"Veniance, Lord, apon thaym fall": maternal mourning, divine justice, and tragedy in the Corpus Christi plays

Medieval and Renaissance Drama in England, Annual, 2006 by Katharine Goodland

In contrast, Richard Beadle and Pamela King echo Rosemary Woolf's remarks of a generation ago; they view the York cycle as unique in its tasteful representation of the event: (6)

  The York dramatist on the whole avoided the grotesque effect found in
  other cycles, where the women confronted the soldiers with coarse
  invective, whilst their keening and screaming after the massacre ran
  the risk of becoming as much a common-place as Herod's ranting.
  Instead, the women are here presented in a largely lyrical and passive
  vein, clearly intended to prefigure the Virgin's Planctus Mariae of
  The Death of Christ and also to echo her tone in The Flight into
  Egypt. (7)

Like Woolf, who finds the representation of the mothers "surprising," and Robinson who asserts that "lesser playwrights" could not handle their material, Beadle and King implicitly dismiss the spirited encounters of the "other cycles" as artistically flawed.
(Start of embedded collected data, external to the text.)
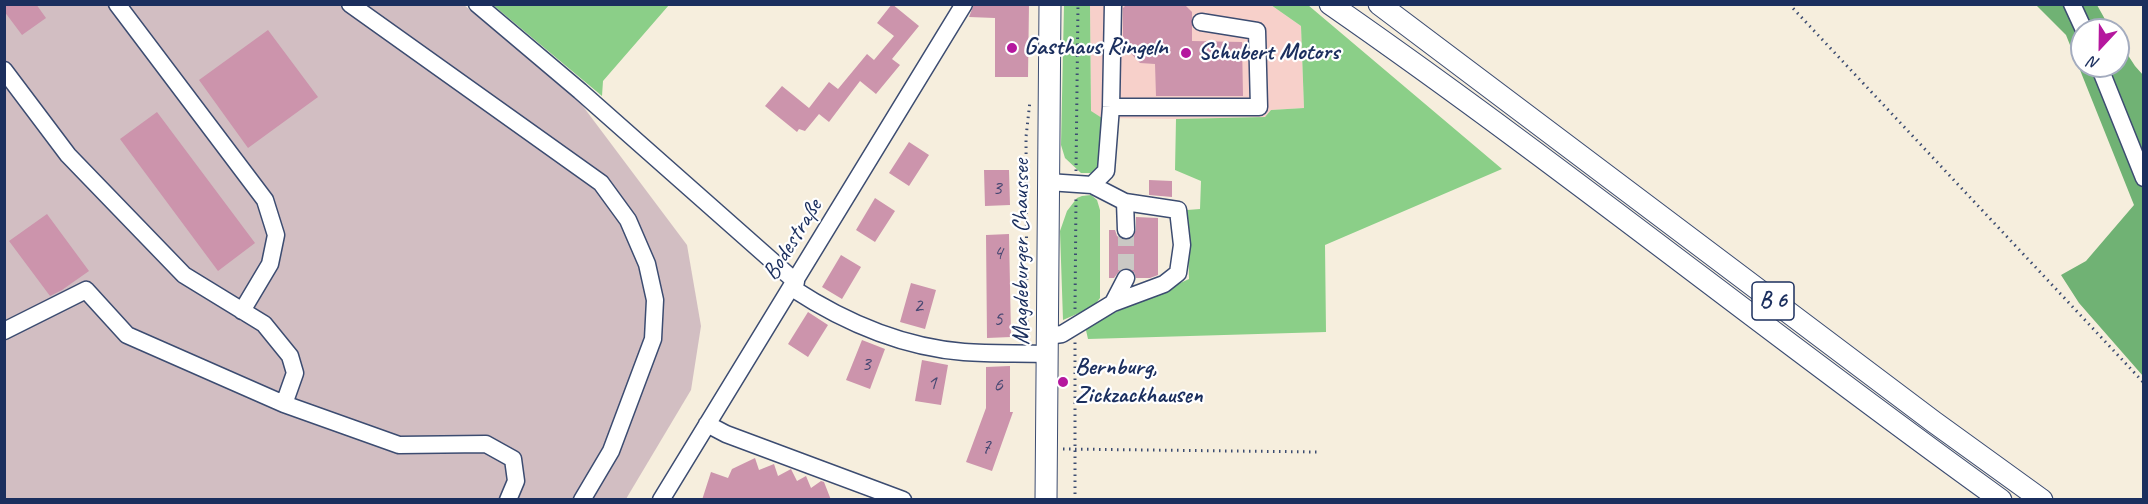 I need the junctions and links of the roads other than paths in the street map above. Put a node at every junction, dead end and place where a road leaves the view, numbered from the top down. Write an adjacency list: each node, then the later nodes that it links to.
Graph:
1 (117, 4): 23 (street)
2 (350, 4): 29 (street)
3 (477, 4): 21 (street)
4 (964, 4): 21 (street, Bodestraße)
5 (1050, 4): 16 (main road, Magdeburger Chaussee)
6 (1113, 4): 14 (street)
7 (1330, 4): 33 (main road, B 6)
8 (1378, 4): 34 (main road, B 6)
9 (2072, 4): 10 (street)
10 (2078, 18)
11 (1201, 22): 14 (street)
12 (4, 70): 23 (street)
13 (2104, 78): 15 (street)
14 (1110, 106): 17 (street)
15 (2144, 178)
16 (1048, 182): 17 (street); 25 (main road, Magdeburger Chaussee)
17 (1084, 184): 18 (street)
18 (1120, 199): 19 (street); 22 (street)
19 (1120, 230)
20 (1121, 278): 22 (street)
21 (794, 285): 25 (street); 27 (street, Bodestraße)
22 (1113, 303): 25 (street)
23 (242, 311): 26 (street)
24 (5, 330): 26 (street)
25 (1041, 348): 32 (main road, Magdeburger Chaussee)
26 (285, 404): 28 (street)
27 (706, 424): 30 (street, Bodestraße); 31 (street)
28 (508, 500)
29 (582, 500)
30 (661, 500)
31 (903, 500)
32 (1046, 500)
33 (2001, 500)
34 (2042, 500) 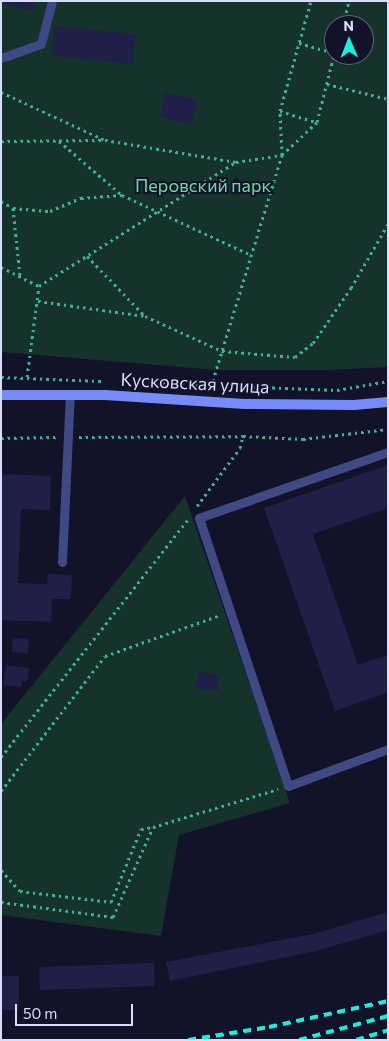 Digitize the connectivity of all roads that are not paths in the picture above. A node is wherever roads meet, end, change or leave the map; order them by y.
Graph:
1 (52, 1) edge
2 (1, 58) edge
3 (70, 394) junction
4 (1, 395) edge
5 (388, 402) edge
6 (388, 452) edge
7 (62, 562) dead end
8 (388, 749) edge

1 - 2 lane
3 - 4 street, Кусковская улица
3 - 5 street, Кусковская улица
3 - 7 lane
6 - 8 lane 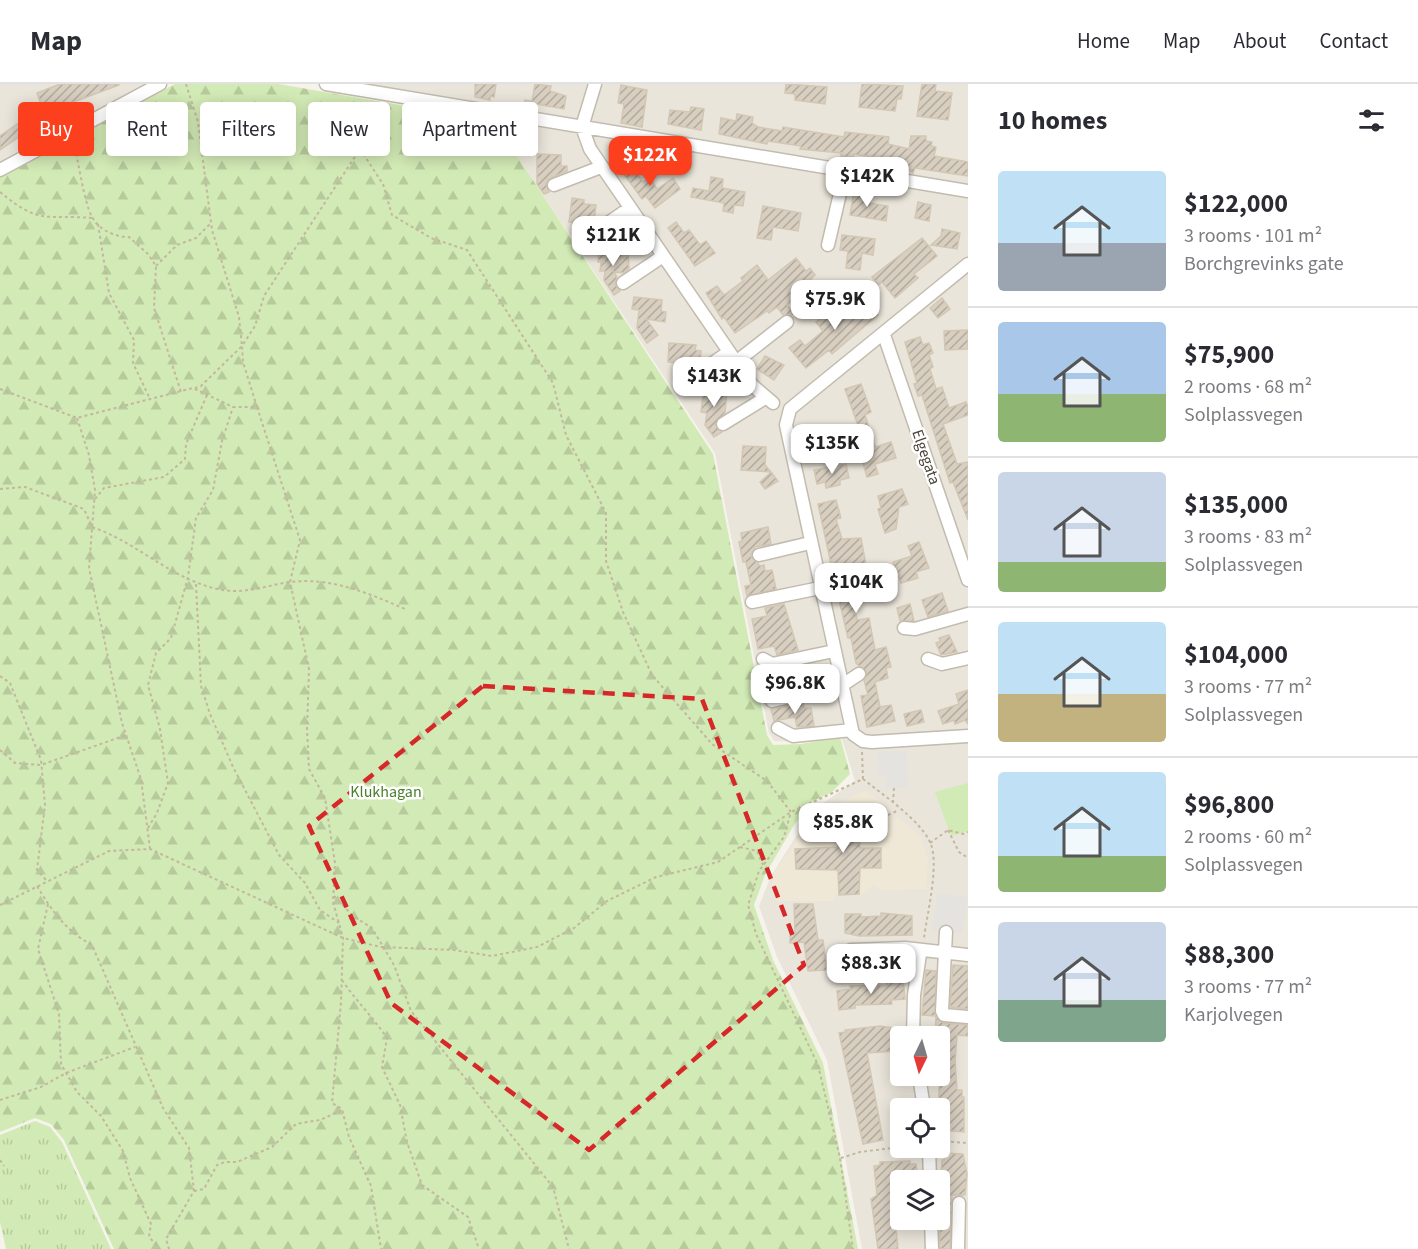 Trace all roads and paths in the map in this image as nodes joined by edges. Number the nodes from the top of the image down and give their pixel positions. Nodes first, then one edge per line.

These aesthetic discriminations collapse under the pressure of close reading. The distinction between "active" and "passive," moreover, proves an unreliable guide to clarifying the dramatic function of the mourning mothers within the poetics of the plays, and to ascertaining their typological relation-ship to the Virgin Mary. Beadle and King's own editorial notes appear to contradict their reading of the mothers as "largely passive." In the note to line 203, they observe that the first soldier returns a blow because the first woman has struck out at him. In the note to line 209, they point out that the soldiers' words, "These queans will quell us here," mean that the soldier is afraid the women will destroy [quell] them. Note 194 points out that the first woman curses the soldiers. As J. W. Robinson observes, the women fight back in both the Towneley and the York (169). Although the mothers lose the struggle, they attempt to defend their infants by denouncing the soldiers, as well as striking at them. In the York play the first woman curses: "Out on you, thieves, I cry" (194), (8) while the Second Woman calls them "false lurdayns [wretches]" (222). This language is no more or less coarse than the mothers' cries for vengeance in the Towneley and Digby versions. In the Towneley play the mothers call the soldiers "ffals thefe" (338), and "No man" (356). (9) In the Digby, they call them "false traitours" (301), "coward" (309), and "javelle [knave]" (345). (10) Only in the N-Town, in which there is no verbal exchange between the women and the soldiers, do the mothers not include oaths in their laments. (11)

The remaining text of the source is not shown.